== Problem description ==
Make an exact copy of the listing below. Pictures stay out of it.

── Records for this task ──

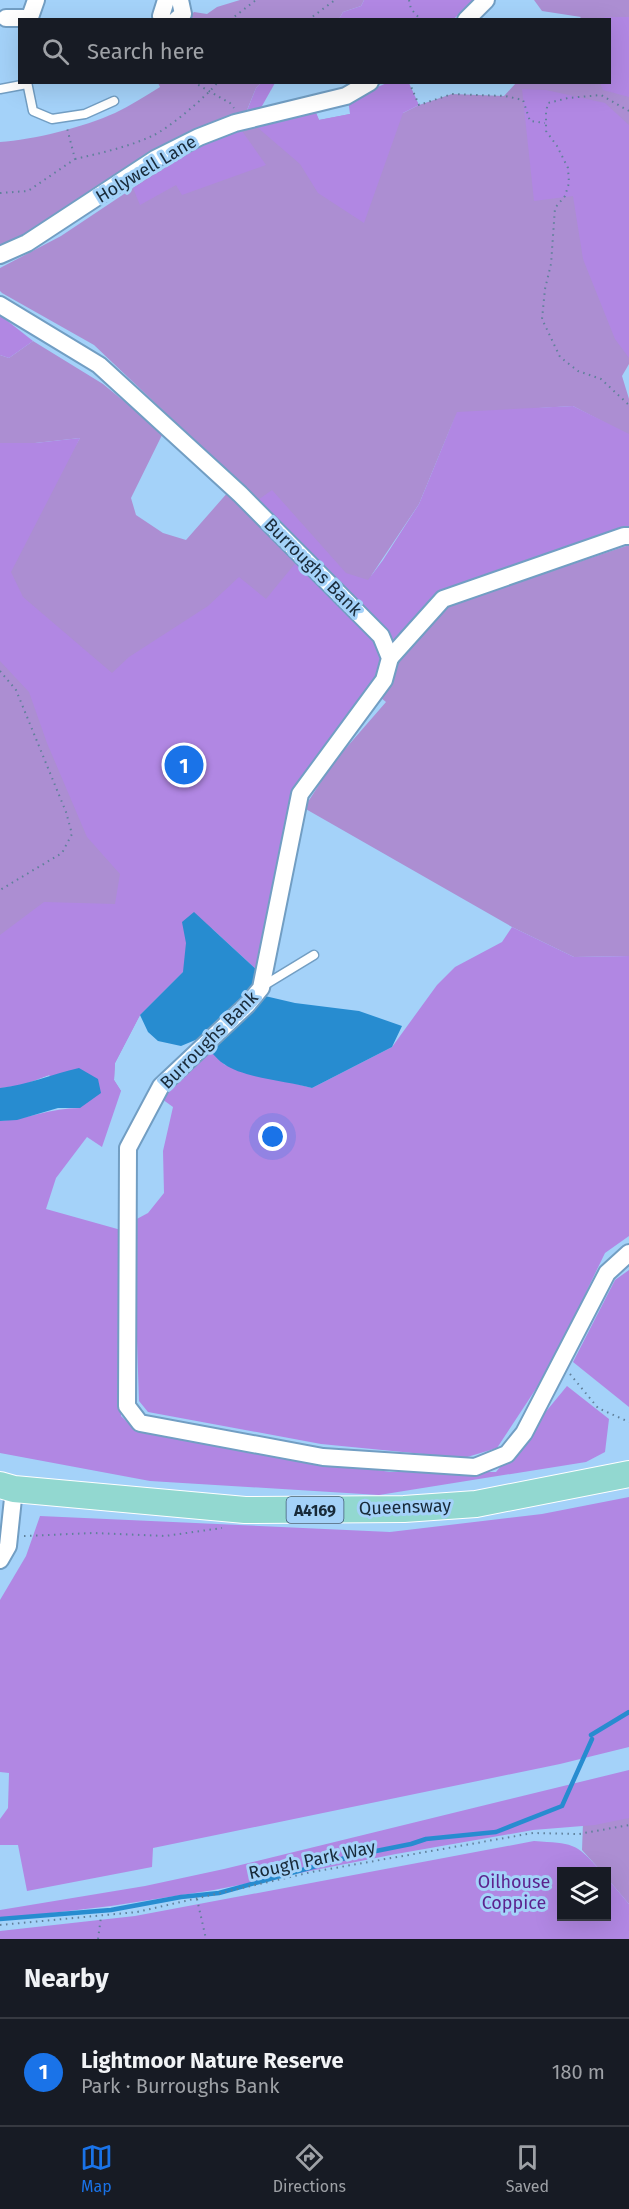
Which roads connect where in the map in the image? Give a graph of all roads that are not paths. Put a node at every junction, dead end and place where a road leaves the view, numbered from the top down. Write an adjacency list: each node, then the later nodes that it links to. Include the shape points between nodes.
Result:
1 (36, 0): 6 (street)
2 (166, 0): 7 (street)
3 (180, 0): 8 (street, via 183,14)
4 (486, 0): 9 (street)
5 (3, 18): 10 (street)
6 (29, 18)
7 (162, 18)
8 (178, 18)
9 (468, 18)
10 (18, 19)
11 (22, 84): 14 (lane)
12 (27, 84): 15 (lane, via 33,111 52,119 85,114)
13 (367, 84): 16 (street, Holywell Lane, via 346,96 235,123 199,136 155,159 27,243)
14 (0, 88)
15 (114, 101)
16 (0, 255)
17 (0, 305): 19 (street, Burroughs Bank, via 99,365 240,494 365,619 381,636)
18 (629, 536): 19 (street, via 443,600)
19 (390, 658): 21 (street, Burroughs Bank, via 384,680 300,794)
20 (314, 955): 21 (lane)
21 (261, 988): 22 (street, Burroughs Bank, via 161,1086 128,1148 127,1406 140,1423 323,1457 475,1467 507,1454 524,1433 607,1273)
22 (629, 1254)
23 (629, 1474): 24 (main road, Queensway / A4169, via 476,1504 404,1509 245,1510)
24 (7, 1487): 25 (street, via 8,1546)
25 (0, 1560)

───

== Response ==
Which roads connect where in the map in the image? Give a graph of all roads that are not paths. Put a node at every junction, dead end and place where a road leaves the view, numbered from the top down. Write an adjacency list: each node, then the later nodes that it links to. Include the shape points between nodes.
Result:
1 (36, 0): 6 (street)
2 (166, 0): 7 (street)
3 (180, 0): 8 (street, via 183,14)
4 (486, 0): 9 (street)
5 (3, 18): 10 (street)
6 (29, 18)
7 (162, 18)
8 (178, 18)
9 (468, 18)
10 (18, 19)
11 (22, 84): 14 (lane)
12 (27, 84): 15 (lane, via 33,111 52,119 85,114)
13 (367, 84): 16 (street, Holywell Lane, via 346,96 235,123 199,136 155,159 27,243)
14 (0, 88)
15 (114, 101)
16 (0, 255)
17 (0, 305): 19 (street, Burroughs Bank, via 99,365 240,494 365,619 381,636)
18 (629, 536): 19 (street, via 443,600)
19 (390, 658): 21 (street, Burroughs Bank, via 384,680 300,794)
20 (314, 955): 21 (lane)
21 (261, 988): 22 (street, Burroughs Bank, via 161,1086 128,1148 127,1406 140,1423 323,1457 475,1467 507,1454 524,1433 607,1273)
22 (629, 1254)
23 (629, 1474): 24 (main road, Queensway / A4169, via 476,1504 404,1509 245,1510)
24 (7, 1487): 25 (street, via 8,1546)
25 (0, 1560)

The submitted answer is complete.